During the dinner, Habanos Men of the Year awards for promoting Cuban cigars around the world were presented: Mohamed Zeidan of Lebanon won the retailer category; Jose Ilario, a publisher in Spain, received the award in the communication category; and Jean Dominique Comolli, head of the French tobacco monopoly SEITA, won for business.
A charity auction followed the awards, offering six lots of various handmade humidors, all signed by Castro and filled with Cohibas. The first lot sold for $37,000 to Swiss cigar merchant Rafael Levy. It included two humidors, one containing 25 Corona Especials, 25 Lanceros and 25 Panetelas and the other holding 25 Cohiba Coronas, a size only made in 1982. The second lot went for $60,000 to Zaidan and included one humidor of 10 Esplendidos, 10 Robustos, 10 Exquisitos, 10 Lanceros and 10 Siglo IIs, and one humidor of 25 Cohiba Torpedos. The latter was first made for a Cigar Aficionado dinner in Paris in 1994, and is not available commercially. Max Gutmann, the agent for Cuban cigars in Mexico, bought the third lot for $45,000. It included one humidor of all five Siglo sizes (10 cigars of each) and another humidor of 25 Cohibas measuring 9 1/4 inches by 47 ring gauge, another cigar that debuted at the Cigar Aficionado Paris dinner.
The next lot sold was not in the pre-dinner brochures for the event, since it was a humidor originally given as a present to Castro. The president decided to donate it to the auction after signing the box. "What am I going to do with a humidor of cigars?" he asked the crowd before the box was sold. "They were given as a gift to me, but everyone knows that I am no longer a smoker." The humidor of 50 Cohiba Robusto Especials were produced especially for the anniversary. Only 45 were made, and Castro's box was the first produced. Londoner Nicholas Freeman, the part owner of Hunters & Frankau, the U.K. agent for Cuban cigars, paid $49,000 for it. The following lot was a similar humidor (No. 30 of 45), which sold for $40,000 to fellow Londoner Edward Sahakian of the Davidoff cigar shop.

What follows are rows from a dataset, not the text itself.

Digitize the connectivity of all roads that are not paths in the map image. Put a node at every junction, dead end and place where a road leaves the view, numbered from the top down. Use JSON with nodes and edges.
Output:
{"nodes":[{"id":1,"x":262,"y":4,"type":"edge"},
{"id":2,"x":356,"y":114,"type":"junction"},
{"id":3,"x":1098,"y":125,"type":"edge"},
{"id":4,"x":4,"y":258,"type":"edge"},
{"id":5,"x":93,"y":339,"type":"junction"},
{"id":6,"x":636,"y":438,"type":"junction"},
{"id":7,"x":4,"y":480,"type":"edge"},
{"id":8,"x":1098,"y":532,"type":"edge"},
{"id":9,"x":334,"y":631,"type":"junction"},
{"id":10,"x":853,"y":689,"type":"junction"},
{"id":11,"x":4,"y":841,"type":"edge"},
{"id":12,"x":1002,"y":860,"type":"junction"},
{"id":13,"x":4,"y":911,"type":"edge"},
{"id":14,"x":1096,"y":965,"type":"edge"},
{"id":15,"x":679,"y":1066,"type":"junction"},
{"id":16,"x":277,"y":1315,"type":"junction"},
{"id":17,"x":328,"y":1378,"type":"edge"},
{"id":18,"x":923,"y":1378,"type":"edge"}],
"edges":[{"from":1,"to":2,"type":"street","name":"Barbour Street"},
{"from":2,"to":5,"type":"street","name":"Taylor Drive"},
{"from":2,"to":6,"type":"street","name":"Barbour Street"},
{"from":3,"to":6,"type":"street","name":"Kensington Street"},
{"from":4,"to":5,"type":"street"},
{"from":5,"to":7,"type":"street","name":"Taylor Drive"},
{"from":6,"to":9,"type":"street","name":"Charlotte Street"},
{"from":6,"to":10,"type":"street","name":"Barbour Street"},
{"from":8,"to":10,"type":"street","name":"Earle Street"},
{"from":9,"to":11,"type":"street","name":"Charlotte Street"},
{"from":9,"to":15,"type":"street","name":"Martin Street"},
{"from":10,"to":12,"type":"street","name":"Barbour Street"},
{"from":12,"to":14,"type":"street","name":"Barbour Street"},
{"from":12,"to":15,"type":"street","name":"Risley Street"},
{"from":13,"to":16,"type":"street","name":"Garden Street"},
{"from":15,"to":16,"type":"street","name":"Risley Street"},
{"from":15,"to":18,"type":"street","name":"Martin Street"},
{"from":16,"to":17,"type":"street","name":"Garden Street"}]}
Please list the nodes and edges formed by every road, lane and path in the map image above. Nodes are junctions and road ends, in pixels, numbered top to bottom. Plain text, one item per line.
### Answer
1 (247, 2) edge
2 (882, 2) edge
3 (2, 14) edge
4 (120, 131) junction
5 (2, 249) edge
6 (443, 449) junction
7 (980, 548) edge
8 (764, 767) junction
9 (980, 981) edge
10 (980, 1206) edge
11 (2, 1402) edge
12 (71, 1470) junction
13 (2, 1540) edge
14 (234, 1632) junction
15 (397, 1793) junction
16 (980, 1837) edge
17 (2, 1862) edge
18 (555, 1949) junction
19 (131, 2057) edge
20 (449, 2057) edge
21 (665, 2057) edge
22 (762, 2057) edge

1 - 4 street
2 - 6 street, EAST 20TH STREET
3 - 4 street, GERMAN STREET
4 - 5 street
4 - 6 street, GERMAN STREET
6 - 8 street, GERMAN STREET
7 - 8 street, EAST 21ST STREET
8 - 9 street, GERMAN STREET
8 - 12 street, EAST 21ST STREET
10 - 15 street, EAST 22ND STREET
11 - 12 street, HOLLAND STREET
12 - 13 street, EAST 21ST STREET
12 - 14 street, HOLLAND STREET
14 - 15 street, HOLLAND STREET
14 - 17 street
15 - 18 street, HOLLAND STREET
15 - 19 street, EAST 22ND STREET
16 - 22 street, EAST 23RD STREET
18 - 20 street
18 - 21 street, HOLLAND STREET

The final lot was one of 30 special humidors of 90 cigars covering the 11 Cohiba sizes on the market and designed by the famous Ecuadorian artist Oswaldo Guayasamin. The bold, tall fruitwood box has a brass insert in the lid, with the figure of a naked woman. The lot also included the original oil painting used as a model for the humidor's top. Bidding began at $60,000 and quickly topped $100,000, halting at $130,000. For a second time, Zaidan come out on top. The money for this lot was earmarked for the artist's project in Quito, Ecuador, called the Chapel of Man. Castro described the chapel, with a large gallery with murals painted by the artist, as one of the most important cultural projects of this century for Latin America.